SBHon · 07/04/2024 07:45

He can set up a new group with his friends?

Postapocalypticcowgirl · 07/04/2024 07:55

As others have said, I think this is the norm for y7 group chats. Often they don't notice it if they're not the one doing the kicking out or being kicked out.

If you can, I would try to encourage him to not take it too seriously and perhaps set up a gaming chat with his close friends if he wants to.

I know they all have WhatsApp but it is meant to be a 16+ app, and as they get older these things do calm down. I'm not sure kids really have the maturity for it at 11/12.

GRex · 07/04/2024 08:01

Have him set up a new group with actual friends in it. A non-friend child cannot exclude him that way.

Princesspollyyy · 07/04/2024 09:08

@HoppingPavlova

I didn't 'replace their basic non-smartphones with smartphones' - they weren't born in the nineties! 😂

They've only ever known the smartphones you see today. Also, their secondary school required them to use certain apps for their timetable and schoolwork, unfortunately phones were not banned at their school.

There's no way on earth I would get them a basic mobile when everyone else in their class had one. That's not succumbing to peer pressure, it's making sure my child fits in, and not making them different to everyone else.

HoppingPavlova · 07/04/2024 11:20

I disagree. You seem to think some of my kids are not in the same era as yours? Mine did have smart phones available and were ‘standard’, I just didn’t seem this in anyone’s best interest. Today, in 2024, you can get non-smart phones still. The ‘making sure they fit in’ is interesting. I made sure mine had whatever was in their best interests. If that meant ‘not fitting in’ too bad so sad. They knew about kind people/real friends etc and didn’t need to conform to have friends. It must start early. When mine were young, others would use ‘your mum is fat’ as an insult. Didn’t work as they came back with ‘yeah, she is, fat, absolutely, so what’. If you start this at first year of school and teach your child they shouldn’t need to bow down to friends/peers for friendships, you won’t be needing to compromise on things that don’t benefit them such as smartphones at 11/12yo.

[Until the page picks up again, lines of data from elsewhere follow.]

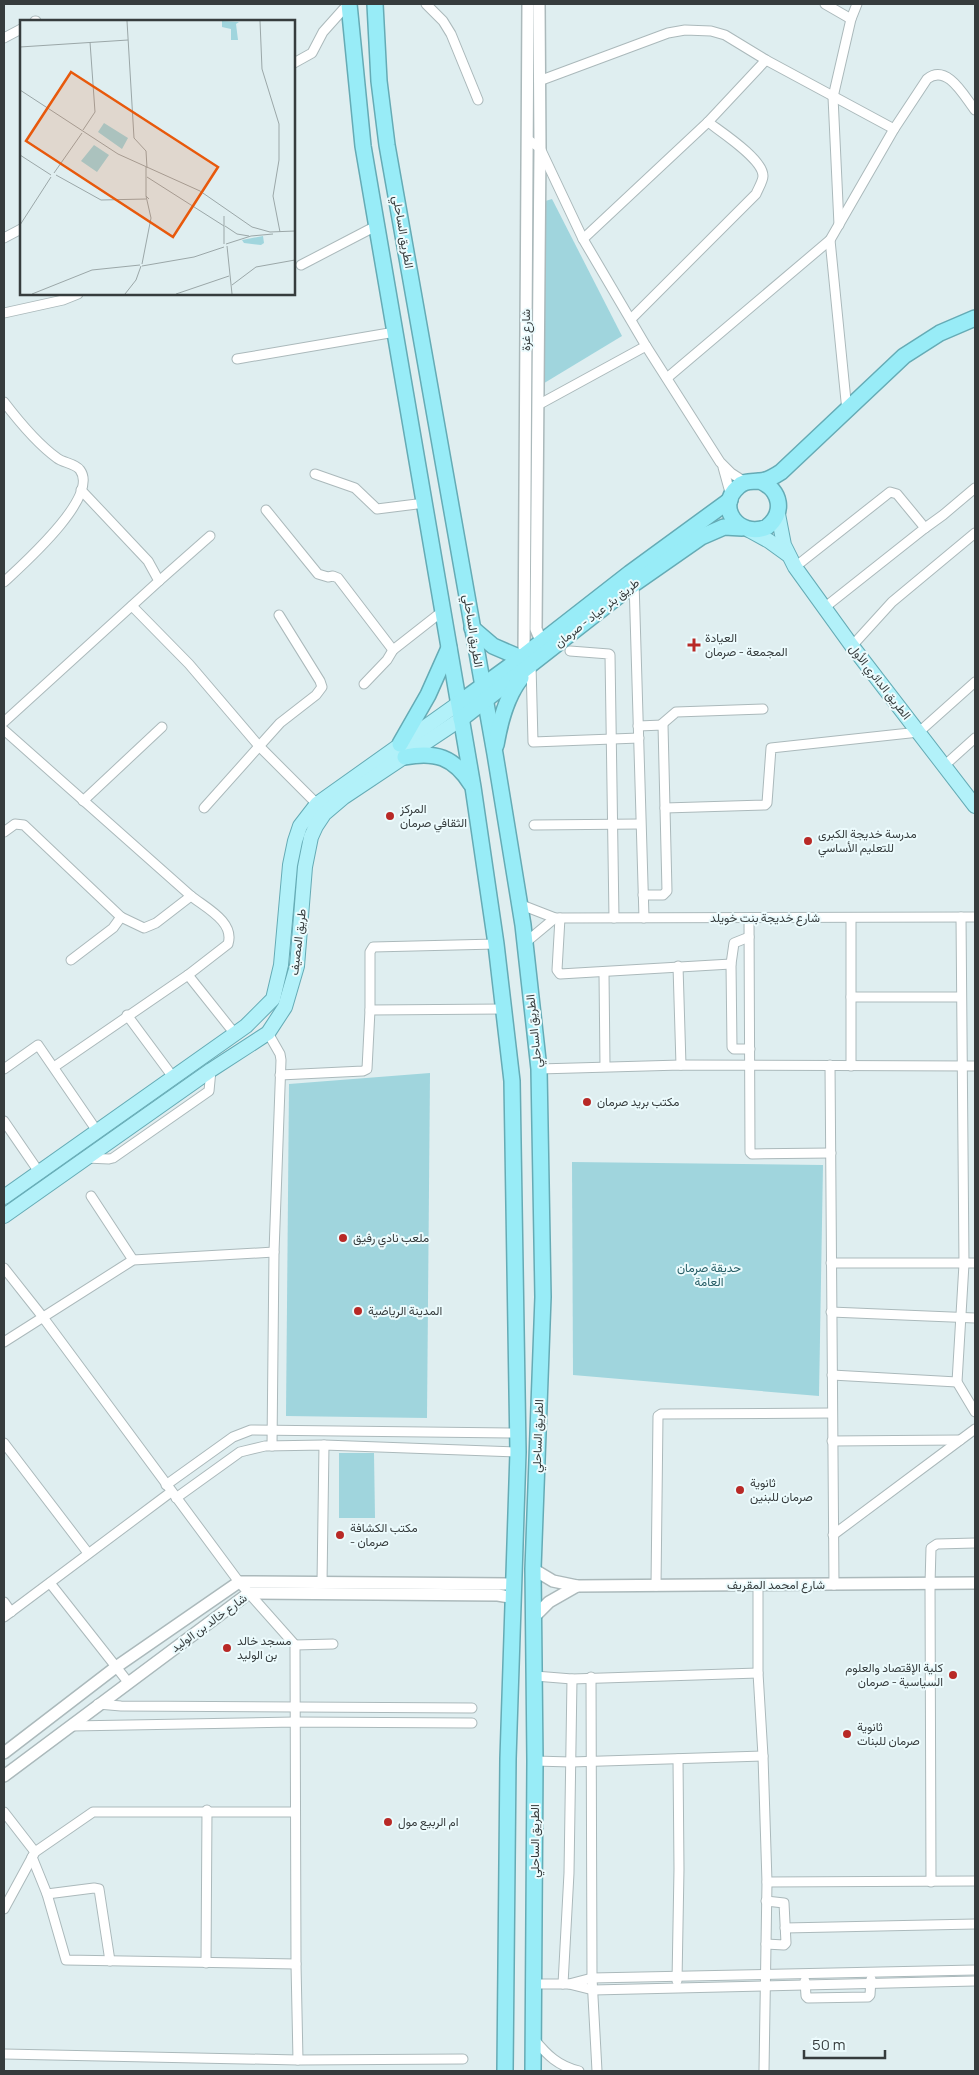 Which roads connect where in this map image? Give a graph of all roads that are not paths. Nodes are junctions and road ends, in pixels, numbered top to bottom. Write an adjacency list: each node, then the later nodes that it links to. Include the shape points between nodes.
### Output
1 (348, 4): 12 (street, via 323,32 312,53); 21 (highway, الطريق الساحلي, via 363,146)
2 (375, 4): 62 (highway, الطريق الساحلي, via 379,81 387,145)
3 (426, 4): 15 (street, via 451,34)
4 (528, 4): 19 (street, شارع غزة)
5 (539, 4): 13 (street, شارع غزة)
6 (825, 4): 8 (street)
7 (857, 4): 8 (street)
8 (851, 19): 14 (street)
9 (20, 30): 10 (street)
10 (4, 38)
11 (766, 60): 13 (street, via 725,35 710,30 685,30 660,36); 14 (street); 17 (street)
12 (295, 63)
13 (540, 81): 20 (street, شارع غزة)
14 (833, 97): 18 (street); 22 (street)
15 (478, 100)
16 (975, 110): 18 (street, via 950,78 932,75)
17 (708, 122): 25 (street); 31 (street, via 758,162 762,181 756,194)
18 (894, 129): 22 (street)
19 (527, 139): 20 (street); 68 (street, شارع غزة)
20 (540, 148): 25 (street); 38 (street, شارع غزة)
21 (376, 226): 27 (street); 33 (highway, الطريق الساحلي)
22 (839, 227): 26 (street)
23 (20, 230): 24 (street)
24 (4, 238)
25 (583, 239): 31 (street)
26 (830, 240): 36 (street); 39 (street)
27 (301, 265)
28 (75, 295): 29 (street)
29 (4, 313)
30 (975, 318): 39 (highway, via 913,349)
31 (631, 319): 34 (street)
32 (975, 326): 47 (highway, via 931,346 907,364 792,474 783,485)
33 (396, 332): 35 (street); 46 (highway, الطريق الساحلي)
34 (646, 346): 36 (street); 38 (street)
35 (237, 359)
36 (666, 378): 40 (street)
37 (4, 402): 44 (street, via 57,458 79,469 83,477)
38 (538, 405): 63 (street, شارع غزة, via 536,629)
39 (847, 411): 42 (highway, via 787,468 774,476)
40 (720, 462): 42 (street, via 732,473); 45 (street)
41 (316, 474): 46 (street, via 355,488 377,509)
42 (752, 482): 45 (highway, via 736,488); 47 (highway, via 771,488)
43 (975, 488): 49 (street)
44 (81, 490): 56 (street, via 148,561); 57 (street, via 60,526)
45 (730, 498): 50 (highway, via 733,519); 55 (highway, طريق بئر عياد - صرمان)
46 (425, 503): 60 (highway, الطريق الساحلي)
47 (778, 506): 50 (highway, via 767,527); 53 (main road)
48 (266, 510): 66 (street, via 318,574 338,578)
49 (925, 528): 54 (street, via 897,494 890,492); 59 (street)
50 (746, 529): 53 (main road); 55 (highway, طريق بئر عياد - صرمان, via 724,527 708,532)
51 (975, 533): 64 (street, via 892,602)
52 (210, 536): 56 (street)
53 (787, 555): 54 (main road, الطريق الدائري الأول)
54 (795, 567): 59 (main road, الطريق الدائري الأول)
55 (633, 578): 63 (highway, طريق بئر عياد - صرمان); 68 (highway, طريق بئر عياد - صرمان); 78 (street)
56 (159, 581): 58 (street)
57 (4, 582)
58 (132, 606): 76 (street); 85 (street, via 188,664)
59 (824, 608): 64 (main road, الطريق الدائري الأول)
60 (444, 610): 65 (highway, الطريق الساحلي); 66 (street)
61 (279, 615): 85 (street, via 322,687)
62 (472, 628): 68 (highway, via 493,646); 71 (highway, الطريق الساحلي)
63 (544, 641): 68 (highway, طريق بئر عياد - صرمان)
64 (852, 646): 81 (main road, الطريق الدائري الأول)
65 (449, 648): 73 (highway, الطريق الساحلي); 86 (highway)
66 (392, 650): 70 (street)
67 (570, 651): 82 (street, via 609,654)
68 (525, 659): 71 (highway, طريق بئر عياد - صرمان); 72 (highway, طريق بئر عياد - صرمان); 82 (street, via 533,742); 87 (highway, via 505,708)
69 (975, 682): 81 (street)
70 (364, 684)
71 (482, 686): 72 (highway, الطريق الساحلي); 73 (highway, طريق بئر عياد - صرمان)
72 (485, 702): 75 (highway, طريق بئر عياد - صرمان); 87 (highway, الطريق الساحلي)
73 (459, 703): 75 (highway, الطريق الساحلي); 86 (main road, طريق المصيف)
74 (763, 709): 77 (street, via 676,712)
75 (461, 719): 86 (main road, طريق المصيف); 89 (highway, الطريق الساحلي)
76 (4, 722)
77 (662, 724): 78 (street); 94 (street)
78 (638, 726): 83 (street)
79 (162, 727): 90 (street)
80 (4, 730): 90 (street)
81 (919, 732): 88 (main road, الطريق الدائري الأول); 94 (street, via 772,747 766,805)
82 (611, 738): 83 (street); 97 (street)
83 (639, 738): 96 (street)
84 (975, 738): 88 (street)
85 (259, 746): 91 (street); 93 (street)
86 (402, 751): 89 (highway, via 437,756 452,762); 91 (main road, طريق المصيف); 123 (main road, طريق المصيف, via 324,814 316,826 305,867 297,966 286,1007)
87 (495, 754): 101 (highway, الطريق الساحلي)
88 (945, 765): 92 (main road, الطريق الدائري الأول)
89 (472, 787): 112 (highway, الطريق الساحلي)
90 (83, 801): 100 (street)
91 (317, 804): 124 (main road, طريق المصيف, via 300,826 295,841 281,965 273,998)
92 (975, 806)
93 (204, 808)
94 (665, 808): 99 (street, via 667,891 664,895)
95 (534, 824): 97 (street)
96 (640, 824): 97 (street); 99 (street)
97 (612, 825): 106 (street)
98 (4, 832): 102 (street, via 15,824 24,825)
99 (643, 894): 107 (street)
100 (191, 896): 102 (street, via 148,928); 117 (street, via 221,919 230,938 228,944)
101 (519, 904): 105 (street); 111 (highway, الطريق الساحلي)
102 (121, 917): 113 (street, via 113,928)
103 (961, 917): 104 (street, شارع خديجة بنت خويلد); 109 (street, شارع خديجة بنت خويلد); 119 (street)
104 (975, 917)
105 (558, 918): 106 (street, شارع خديجة بنت خويلد); 111 (street); 116 (street, via 557,972)
106 (614, 918): 107 (street, شارع خديجة بنت خويلد)
107 (644, 918): 108 (street, شارع خديجة بنت خويلد)
108 (749, 918): 109 (street, شارع خديجة بنت خويلد); 110 (street)
109 (851, 918): 118 (street)
110 (749, 937): 114 (street, via 734,943); 125 (street)
111 (525, 943): 134 (highway, الطريق الساحلي)
112 (496, 944): 120 (highway, الطريق الساحلي); 121 (street, via 373,946 370,952)
113 (70, 960)
114 (731, 964): 115 (street); 125 (street, via 732,1047)
115 (678, 966): 116 (street); 126 (street)
116 (604, 973): 128 (street)
117 (188, 975): 122 (street); 124 (street)
118 (851, 997): 119 (street); 130 (street)
119 (962, 997): 131 (street)
120 (504, 1009): 121 (street); 162 (highway, الطريق الساحلي, via 512,1081)
121 (370, 1010): 136 (street, via 365,1071)
122 (127, 1015): 133 (street); 137 (street)
123 (268, 1033): 136 (street, via 280,1054); 144 (main road, طريق المصيف)
124 (234, 1034): 137 (main road, طريق المصيف)
125 (750, 1049): 129 (street)
126 (681, 1065): 128 (street); 129 (street)
127 (830, 1065): 129 (street); 130 (street); 140 (street)
128 (606, 1066): 134 (street)
129 (750, 1066): 140 (street, via 751,1154)
130 (851, 1066): 131 (street)
131 (961, 1066): 132 (street); 149 (street)
132 (975, 1066)
133 (54, 1067): 135 (street, via 37,1046); 139 (street)
134 (539, 1069): 173 (highway, الطريق الساحلي, via 542,1297)
135 (4, 1070)
136 (280, 1075): 145 (street)
137 (173, 1077): 139 (main road, طريق المصيف)
138 (4, 1121): 141 (street)
139 (97, 1131): 141 (main road, طريق المصيف)
140 (831, 1153): 147 (street)
141 (39, 1172): 143 (main road, طريق المصيف)
142 (91, 1196): 146 (street)
143 (4, 1197)
144 (4, 1216)
145 (274, 1252): 146 (street); 161 (street)
146 (133, 1260): 152 (street)
147 (831, 1263): 149 (street); 151 (street)
148 (975, 1263): 149 (street)
149 (964, 1264): 153 (street)
150 (4, 1268): 152 (street)
151 (831, 1312): 153 (street); 156 (street)
152 (42, 1316): 155 (street); 169 (street)
153 (961, 1317): 154 (street); 157 (street)
154 (975, 1318)
155 (4, 1342)
156 (832, 1375): 157 (street); 159 (street)
157 (957, 1382): 158 (street)
158 (975, 1412)
159 (832, 1413): 164 (street); 183 (street, via 658,1416)
160 (975, 1429): 163 (street)
161 (272, 1430): 162 (street); 167 (street); 169 (street, via 251,1430 233,1437)
162 (518, 1433): 168 (highway, الطريق الساحلي)
163 (960, 1440): 164 (street); 170 (street)
164 (832, 1441): 170 (street)
165 (4, 1443): 172 (street)
166 (324, 1445): 167 (street); 168 (street); 177 (street)
167 (272, 1446): 169 (street, via 240,1452)
168 (518, 1452): 184 (highway, الطريق الساحلي)
169 (171, 1491): 172 (street); 174 (street)
170 (833, 1535): 178 (street)
171 (975, 1543): 179 (street, via 933,1545)
172 (88, 1553): 176 (street)
173 (533, 1569): 182 (street, شارع امحمد المقريف, via 554,1581); 189 (highway, الطريق الساحلي)
174 (239, 1582): 177 (street, شارع خالد بن الوليد); 185 (street); 192 (street, شارع خالد بن الوليد)
175 (438, 1582): 177 (street, شارع خالد بن الوليد); 184 (street, شارع خالد بن الوليد); 186 (street)
176 (50, 1583): 188 (street); 192 (street)
177 (322, 1583)
178 (834, 1584): 179 (street, شارع امحمد المقريف); 181 (street, شارع امحمد المقريف)
179 (930, 1584): 180 (street, شارع امحمد المقريف); 219 (street)
180 (975, 1584)
181 (758, 1585): 183 (street, شارع امحمد المقريف); 193 (street)
182 (576, 1586): 183 (street, شارع امحمد المقريف); 189 (street, شارع امحمد المقريف, via 557,1596)
183 (656, 1586)
184 (514, 1591): 186 (street, شارع خالد بن الوليد, via 498,1595); 247 (highway, الطريق الساحلي, via 508,1759)
185 (249, 1593): 186 (street, شارع خالد بن الوليد); 191 (street); 197 (street, شارع خالد بن الوليد)
186 (437, 1595)
187 (4, 1602): 188 (street)
188 (8, 1614)
189 (534, 1617): 194 (highway, الطريق الساحلي)
190 (333, 1644): 191 (street)
191 (295, 1645): 200 (street)
192 (116, 1666): 197 (street); 206 (street, شارع خالد بن الوليد)
193 (758, 1673): 195 (street); 207 (street)
194 (535, 1676): 196 (street); 209 (highway, الطريق الساحلي)
195 (591, 1677): 196 (street); 210 (street)
196 (572, 1678): 211 (street)
197 (128, 1682): 198 (street, شارع خالد بن الوليد)
198 (98, 1704): 199 (street); 205 (street, شارع خالد بن الوليد)
199 (121, 1706): 200 (street); 204 (street)
200 (295, 1707): 201 (street); 202 (street)
201 (472, 1708)
202 (295, 1722): 203 (street); 204 (street); 215 (street)
203 (472, 1723)
204 (121, 1724): 205 (street)
205 (72, 1726): 212 (street, شارع خالد بن الوليد)
206 (4, 1753)
207 (763, 1756): 208 (street); 218 (street)
208 (678, 1759): 210 (street); 233 (street, via 680,1869)
209 (535, 1761): 211 (street); 237 (highway, الطريق الساحلي)
210 (591, 1761): 211 (street); 234 (street)
211 (571, 1762): 238 (street)
212 (4, 1776)
213 (207, 1810): 215 (street); 216 (street, via 93,1812); 227 (street)
214 (4, 1812): 216 (street)
215 (295, 1812): 228 (street)
216 (33, 1854): 220 (street); 222 (street)
217 (975, 1881): 219 (street)
218 (767, 1882): 219 (street); 221 (street)
219 (931, 1882)
220 (47, 1894): 226 (street, via 65,1959); 226 (street, via 99,1889)
221 (766, 1901): 224 (street, via 784,1903); 225 (street)
222 (4, 1909)
223 (975, 1924): 224 (street)
224 (785, 1928): 225 (street, via 785,1944)
225 (766, 1944): 231 (street)
226 (110, 1961): 227 (street)
227 (206, 1963): 228 (street)
228 (296, 1964): 246 (street)
229 (975, 1970): 230 (street)
230 (871, 1971): 232 (street); 236 (street)
231 (766, 1974): 232 (street); 233 (street); 240 (street)
232 (805, 1974): 239 (street)
233 (677, 1976): 234 (street); 241 (street)
234 (592, 1978): 238 (street); 242 (street)
235 (975, 1981): 236 (street)
236 (871, 1983): 239 (street); 239 (street, via 868,1997 808,1998)
237 (534, 1984): 238 (street); 243 (highway, الطريق الساحلي)
238 (566, 1984): 242 (street)
239 (806, 1986): 240 (street)
240 (766, 1987): 241 (street); 251 (street)
241 (677, 1988): 242 (street)
242 (593, 1990): 250 (street)
243 (533, 2038): 248 (highway, الطريق الساحلي); 249 (street, via 556,2062)
244 (4, 2054): 246 (street)
245 (463, 2059): 246 (street)
246 (298, 2060)
247 (505, 2071)
248 (533, 2071)
249 (579, 2071)
250 (597, 2071)
251 (764, 2071)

HoppingPavlova · 07/04/2024 11:23

Sorry, should have added, we had a family tablet for the kids with any Apps applicable to homework or whatnot. It was kept in a ‘public’ spot in the house and only used for homework, and sometimes they had to wait their turn. It’s all doable but if you want to make excuses, that’s fine but that’s what they are.

outsidethemug · 07/04/2024 13:20

Ah this makes me sad. I was bullied by my "friends" throughout high school and there was a lot of being left out of things, nasty comments in group chats and all the rest. It scares me to raise a child and have to navigate it, I couldn't bear for a child of mine to go through what I went through

jengachampion · 07/04/2024 13:29

HoppingPavlova · 07/04/2024 11:20

I disagree. You seem to think some of my kids are not in the same era as yours? Mine did have smart phones available and were ‘standard’, I just didn’t seem this in anyone’s best interest. Today, in 2024, you can get non-smart phones still. The ‘making sure they fit in’ is interesting. I made sure mine had whatever was in their best interests. If that meant ‘not fitting in’ too bad so sad. They knew about kind people/real friends etc and didn’t need to conform to have friends. It must start early. When mine were young, others would use ‘your mum is fat’ as an insult. Didn’t work as they came back with ‘yeah, she is, fat, absolutely, so what’. If you start this at first year of school and teach your child they shouldn’t need to bow down to friends/peers for friendships, you won’t be needing to compromise on things that don’t benefit them such as smartphones at 11/12yo.

Edited

Agree 100% with all of this
when I was at school one of the most popular girls had very hippie parents and didn’t have the fast fashion clothes or junk food that everyone else had. She owned it, and her parents had explained why they did things differently, and it didn’t affect her at all.
if you teach your kids the need to fit in at all costs even to their own detriment, it will never end and never be enough. They’ll learn to look outside themselves, and live their lives imitating others, rather than making decisions based on what’s best for them.